**What you should do**
Could you copy out all of the records below exactly, leaving out every picture?

————

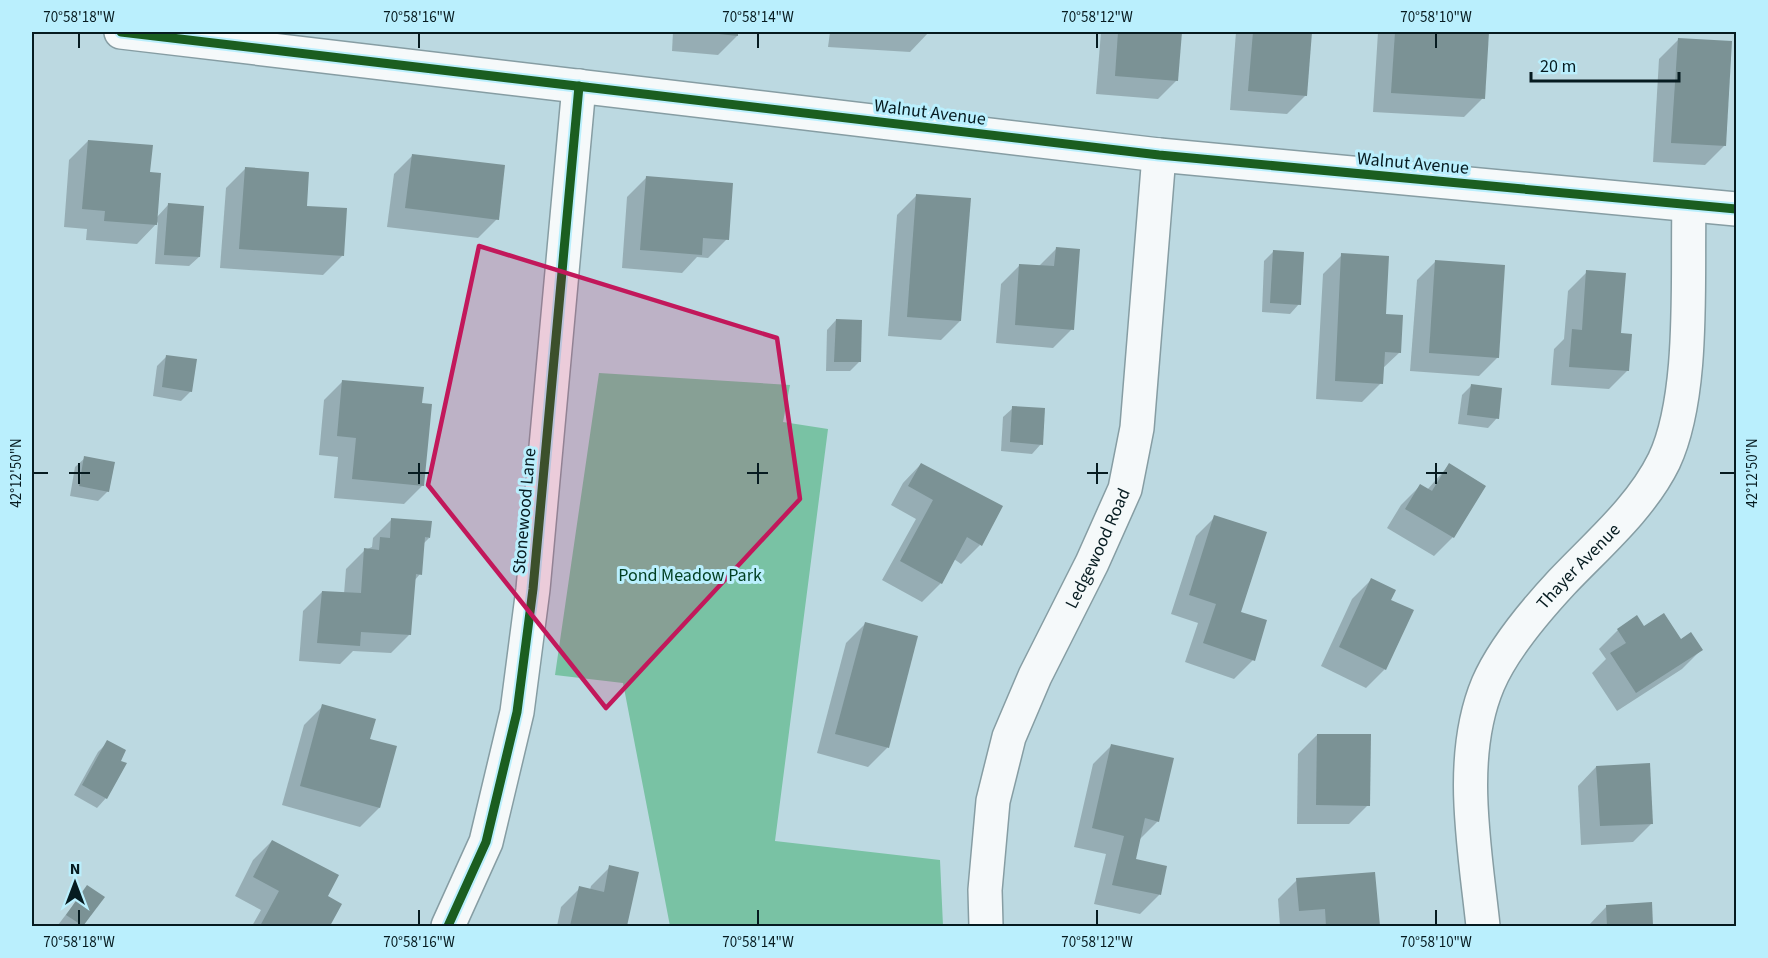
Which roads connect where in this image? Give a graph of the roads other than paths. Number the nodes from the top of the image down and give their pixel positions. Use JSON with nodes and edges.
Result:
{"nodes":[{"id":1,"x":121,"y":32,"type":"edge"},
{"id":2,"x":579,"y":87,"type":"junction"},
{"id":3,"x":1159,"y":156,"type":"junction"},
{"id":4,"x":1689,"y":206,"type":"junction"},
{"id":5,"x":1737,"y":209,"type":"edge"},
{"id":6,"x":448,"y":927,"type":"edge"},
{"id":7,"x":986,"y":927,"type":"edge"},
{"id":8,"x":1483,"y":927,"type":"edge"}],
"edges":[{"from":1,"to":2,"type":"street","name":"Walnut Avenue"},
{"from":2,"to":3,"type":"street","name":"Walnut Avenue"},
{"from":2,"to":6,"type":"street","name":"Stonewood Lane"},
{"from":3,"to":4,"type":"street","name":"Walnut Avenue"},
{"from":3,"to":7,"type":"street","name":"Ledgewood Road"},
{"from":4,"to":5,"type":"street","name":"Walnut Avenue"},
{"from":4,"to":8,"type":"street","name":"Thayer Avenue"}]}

————

**Written answer**
Which roads connect where in this image? Give a graph of the roads other than paths. Number the nodes from the top of the image down and give their pixel positions. Use JSON with nodes and edges.
Result:
{"nodes":[{"id":1,"x":121,"y":32,"type":"edge"},
{"id":2,"x":579,"y":87,"type":"junction"},
{"id":3,"x":1159,"y":156,"type":"junction"},
{"id":4,"x":1689,"y":206,"type":"junction"},
{"id":5,"x":1737,"y":209,"type":"edge"},
{"id":6,"x":448,"y":927,"type":"edge"},
{"id":7,"x":986,"y":927,"type":"edge"},
{"id":8,"x":1483,"y":927,"type":"edge"}],
"edges":[{"from":1,"to":2,"type":"street","name":"Walnut Avenue"},
{"from":2,"to":3,"type":"street","name":"Walnut Avenue"},
{"from":2,"to":6,"type":"street","name":"Stonewood Lane"},
{"from":3,"to":4,"type":"street","name":"Walnut Avenue"},
{"from":3,"to":7,"type":"street","name":"Ledgewood Road"},
{"from":4,"to":5,"type":"street","name":"Walnut Avenue"},
{"from":4,"to":8,"type":"street","name":"Thayer Avenue"}]}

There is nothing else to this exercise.